Filed Under Suburbs

The Shaker Lakes Trolley

"The Earlier 'Rapid' Trip Downtown"

Many residents of Shaker Heights know that the Van Sweringen brothers built the Shaker Rapid Transit in the early twentieth century to provide Shaker residents with quick and efficient public transportation service between their suburb and downtown Cleveland. Probably considerably fewer, however, know that more than a decade before the Shaker Rapid ran its first trains from Shaker to downtown Cleveland on April 20, 1920, the Van Sweringens had already created a public transportation system for Shaker Heights. That public transportation system, which also transported Shaker residents to and from downtown Cleveland, was the Shaker Lakes trolley line.

The story of the Shaker Lakes trolley line is the story of how the Van Sweringen brothers, unlike other Cleveland area developers of the early twentieth century, were able to successfully develop the 1300 acres of land in East Cleveland, Cleveland Heights, and Shaker Heights that was formerly the site of a colony of the United Society of Believers in Christ's Second Appearance, more commonly known as the Shakers. In 1889, the Shakers dissolved this colony and the land was sold. During the period 1892-1906, several local and out-of-state groups attempted to develop the land for single-family residential subdivisions. All failed, except the Van Sweringen brothers who succeeded largely because they were able to build a transportation system along Fairmount Boulevard that persuaded wealthy Clevelanders to move from Cleveland to Shaker Heights.
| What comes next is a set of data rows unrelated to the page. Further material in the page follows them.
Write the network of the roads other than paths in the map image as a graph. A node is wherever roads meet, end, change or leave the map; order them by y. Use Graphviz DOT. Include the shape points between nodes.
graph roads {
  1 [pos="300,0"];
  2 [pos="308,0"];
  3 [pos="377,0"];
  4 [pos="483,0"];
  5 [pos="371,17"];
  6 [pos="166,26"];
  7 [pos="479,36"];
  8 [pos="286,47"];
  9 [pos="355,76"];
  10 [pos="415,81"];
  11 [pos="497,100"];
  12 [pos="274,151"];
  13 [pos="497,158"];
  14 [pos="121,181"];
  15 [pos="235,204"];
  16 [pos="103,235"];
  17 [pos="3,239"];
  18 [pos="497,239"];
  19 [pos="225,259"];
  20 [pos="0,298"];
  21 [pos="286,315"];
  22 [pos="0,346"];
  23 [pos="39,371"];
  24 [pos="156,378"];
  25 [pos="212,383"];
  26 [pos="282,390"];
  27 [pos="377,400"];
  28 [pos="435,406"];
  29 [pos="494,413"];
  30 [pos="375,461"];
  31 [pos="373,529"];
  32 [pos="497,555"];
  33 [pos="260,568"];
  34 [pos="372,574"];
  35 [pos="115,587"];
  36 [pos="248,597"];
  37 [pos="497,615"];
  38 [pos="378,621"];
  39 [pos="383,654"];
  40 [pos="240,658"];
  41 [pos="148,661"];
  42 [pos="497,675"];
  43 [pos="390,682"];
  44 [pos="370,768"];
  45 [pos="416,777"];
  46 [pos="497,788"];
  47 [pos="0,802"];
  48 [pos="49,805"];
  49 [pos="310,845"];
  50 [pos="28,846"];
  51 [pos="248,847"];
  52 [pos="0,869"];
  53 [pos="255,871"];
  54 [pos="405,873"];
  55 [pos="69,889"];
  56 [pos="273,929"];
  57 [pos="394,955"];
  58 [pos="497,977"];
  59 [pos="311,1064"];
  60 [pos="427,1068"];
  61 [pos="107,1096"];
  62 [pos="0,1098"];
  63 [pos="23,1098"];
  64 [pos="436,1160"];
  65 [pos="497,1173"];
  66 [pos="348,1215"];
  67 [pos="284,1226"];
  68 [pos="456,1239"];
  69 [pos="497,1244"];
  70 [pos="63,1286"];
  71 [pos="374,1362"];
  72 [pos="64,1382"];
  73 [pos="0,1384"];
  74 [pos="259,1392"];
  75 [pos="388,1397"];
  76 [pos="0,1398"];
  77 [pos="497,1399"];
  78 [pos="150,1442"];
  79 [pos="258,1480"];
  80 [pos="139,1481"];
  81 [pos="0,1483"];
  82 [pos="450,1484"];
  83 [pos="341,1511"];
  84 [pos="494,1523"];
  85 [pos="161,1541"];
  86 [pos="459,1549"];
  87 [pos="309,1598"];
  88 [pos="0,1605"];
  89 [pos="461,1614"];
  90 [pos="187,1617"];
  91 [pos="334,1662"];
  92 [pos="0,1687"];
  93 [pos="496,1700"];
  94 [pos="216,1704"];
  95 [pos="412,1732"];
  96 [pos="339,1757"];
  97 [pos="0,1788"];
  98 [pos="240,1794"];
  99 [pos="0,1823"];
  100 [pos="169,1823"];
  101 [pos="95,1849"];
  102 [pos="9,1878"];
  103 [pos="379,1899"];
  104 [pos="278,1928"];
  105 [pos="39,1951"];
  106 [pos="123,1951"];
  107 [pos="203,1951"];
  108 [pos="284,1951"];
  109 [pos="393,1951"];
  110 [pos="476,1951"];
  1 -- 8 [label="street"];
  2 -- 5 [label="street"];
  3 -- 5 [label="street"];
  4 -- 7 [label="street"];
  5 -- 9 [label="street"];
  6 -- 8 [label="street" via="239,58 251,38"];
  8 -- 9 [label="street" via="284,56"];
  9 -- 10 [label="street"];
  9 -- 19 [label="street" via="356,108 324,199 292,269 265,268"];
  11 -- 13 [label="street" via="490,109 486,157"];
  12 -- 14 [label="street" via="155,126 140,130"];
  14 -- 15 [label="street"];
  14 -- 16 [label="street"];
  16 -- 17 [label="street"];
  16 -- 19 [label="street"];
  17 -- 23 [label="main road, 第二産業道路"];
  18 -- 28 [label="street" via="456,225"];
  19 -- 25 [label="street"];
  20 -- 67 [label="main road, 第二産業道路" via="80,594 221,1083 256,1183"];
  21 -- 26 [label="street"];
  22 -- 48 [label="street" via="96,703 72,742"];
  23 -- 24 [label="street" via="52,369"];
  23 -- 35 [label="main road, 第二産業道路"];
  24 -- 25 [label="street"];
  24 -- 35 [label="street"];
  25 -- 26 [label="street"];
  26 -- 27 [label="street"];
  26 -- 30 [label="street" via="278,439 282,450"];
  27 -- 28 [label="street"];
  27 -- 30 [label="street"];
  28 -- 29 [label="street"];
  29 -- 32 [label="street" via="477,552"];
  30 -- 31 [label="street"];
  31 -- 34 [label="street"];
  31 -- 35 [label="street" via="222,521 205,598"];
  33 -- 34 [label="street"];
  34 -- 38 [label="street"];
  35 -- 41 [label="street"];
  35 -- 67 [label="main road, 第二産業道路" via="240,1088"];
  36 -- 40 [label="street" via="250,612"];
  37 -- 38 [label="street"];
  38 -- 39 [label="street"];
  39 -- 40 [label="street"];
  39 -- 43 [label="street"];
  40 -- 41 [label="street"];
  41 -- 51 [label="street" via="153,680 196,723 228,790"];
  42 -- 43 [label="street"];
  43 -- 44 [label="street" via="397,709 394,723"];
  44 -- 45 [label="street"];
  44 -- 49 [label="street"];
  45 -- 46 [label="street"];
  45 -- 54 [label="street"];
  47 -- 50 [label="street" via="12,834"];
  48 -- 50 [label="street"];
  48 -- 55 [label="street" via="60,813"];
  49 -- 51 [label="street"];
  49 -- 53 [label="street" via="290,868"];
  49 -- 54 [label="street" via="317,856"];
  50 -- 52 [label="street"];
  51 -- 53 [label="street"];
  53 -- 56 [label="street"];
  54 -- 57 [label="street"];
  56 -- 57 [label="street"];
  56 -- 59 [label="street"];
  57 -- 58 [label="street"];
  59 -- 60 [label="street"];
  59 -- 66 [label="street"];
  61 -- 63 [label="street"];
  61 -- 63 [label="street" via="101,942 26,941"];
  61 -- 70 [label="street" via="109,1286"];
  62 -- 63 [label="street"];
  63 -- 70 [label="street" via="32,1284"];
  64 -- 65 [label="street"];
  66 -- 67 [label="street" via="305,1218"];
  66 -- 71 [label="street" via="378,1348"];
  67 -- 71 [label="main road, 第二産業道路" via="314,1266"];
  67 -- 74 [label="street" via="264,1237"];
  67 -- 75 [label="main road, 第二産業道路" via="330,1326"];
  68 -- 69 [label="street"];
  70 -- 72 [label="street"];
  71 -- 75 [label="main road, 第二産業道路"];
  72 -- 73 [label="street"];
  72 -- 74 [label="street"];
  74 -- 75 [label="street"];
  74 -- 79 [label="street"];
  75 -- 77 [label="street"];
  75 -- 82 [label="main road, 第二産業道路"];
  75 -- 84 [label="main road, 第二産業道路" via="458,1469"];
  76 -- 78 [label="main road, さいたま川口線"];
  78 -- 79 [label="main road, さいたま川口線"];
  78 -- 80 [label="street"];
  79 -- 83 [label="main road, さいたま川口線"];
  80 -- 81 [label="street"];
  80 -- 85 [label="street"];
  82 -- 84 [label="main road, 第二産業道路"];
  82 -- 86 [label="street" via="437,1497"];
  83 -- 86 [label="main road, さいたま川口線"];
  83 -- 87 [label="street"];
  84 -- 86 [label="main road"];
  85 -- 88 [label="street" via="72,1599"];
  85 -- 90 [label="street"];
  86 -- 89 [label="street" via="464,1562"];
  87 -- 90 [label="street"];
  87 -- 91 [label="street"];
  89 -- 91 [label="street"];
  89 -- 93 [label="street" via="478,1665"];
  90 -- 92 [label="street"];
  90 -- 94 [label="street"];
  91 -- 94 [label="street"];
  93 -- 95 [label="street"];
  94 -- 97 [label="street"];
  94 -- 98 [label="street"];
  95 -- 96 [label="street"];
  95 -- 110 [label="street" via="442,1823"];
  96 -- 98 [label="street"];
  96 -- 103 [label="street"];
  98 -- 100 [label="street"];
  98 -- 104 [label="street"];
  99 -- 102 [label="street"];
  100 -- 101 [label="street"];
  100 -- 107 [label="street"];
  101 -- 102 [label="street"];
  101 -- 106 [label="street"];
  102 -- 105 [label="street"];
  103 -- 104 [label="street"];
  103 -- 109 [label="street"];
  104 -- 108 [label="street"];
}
The story of the Van Sweringens' first transportation system begins In 1906, when the brothers, following the development model earlier employed by Patrick Calhoun in the latter's development of Euclid Heights, persuaded the Cleveland Electric Railway Company to extend its Euclid Heights trolley line along Fairmount Boulevard from Cedar Road to Lee Road, a distance of approximately two miles. In this venture, the Van Sweringens also employed the F.A. Pease Engineering Company to design an extension of Fairmount Boulevard. Three years earlier, in 1903, the Pease firm had designed the conversion of Fairmount Boulevard in Euclid Heights from a single lane dirt road into a grassy divided highway, making it, according to several sources, the first such highway in the United States.

By 1907, the Van Sweringens had completed construction of the Fairmount Boulevard extension and the Cleveland Electric Railway had laid trolley tracks on the Boulevard all the way to Lee Road. Just one year later, the Shaker Heights Land Improvement Company, which was controlled by the Van Sweringens, was already building and selling upper class housing on Fairmount Boulevard.

The Shaker Heights trolley line was the the fastest public transportation route from Shaker Heights to downtown Cleveland from 1907 until 1920. This was a critical period for the development of Shaker Heights. During this time, the garden suburb grew from a population of less than 200 to one of approximately 1,500 residents--a more than 700 percent increase in population.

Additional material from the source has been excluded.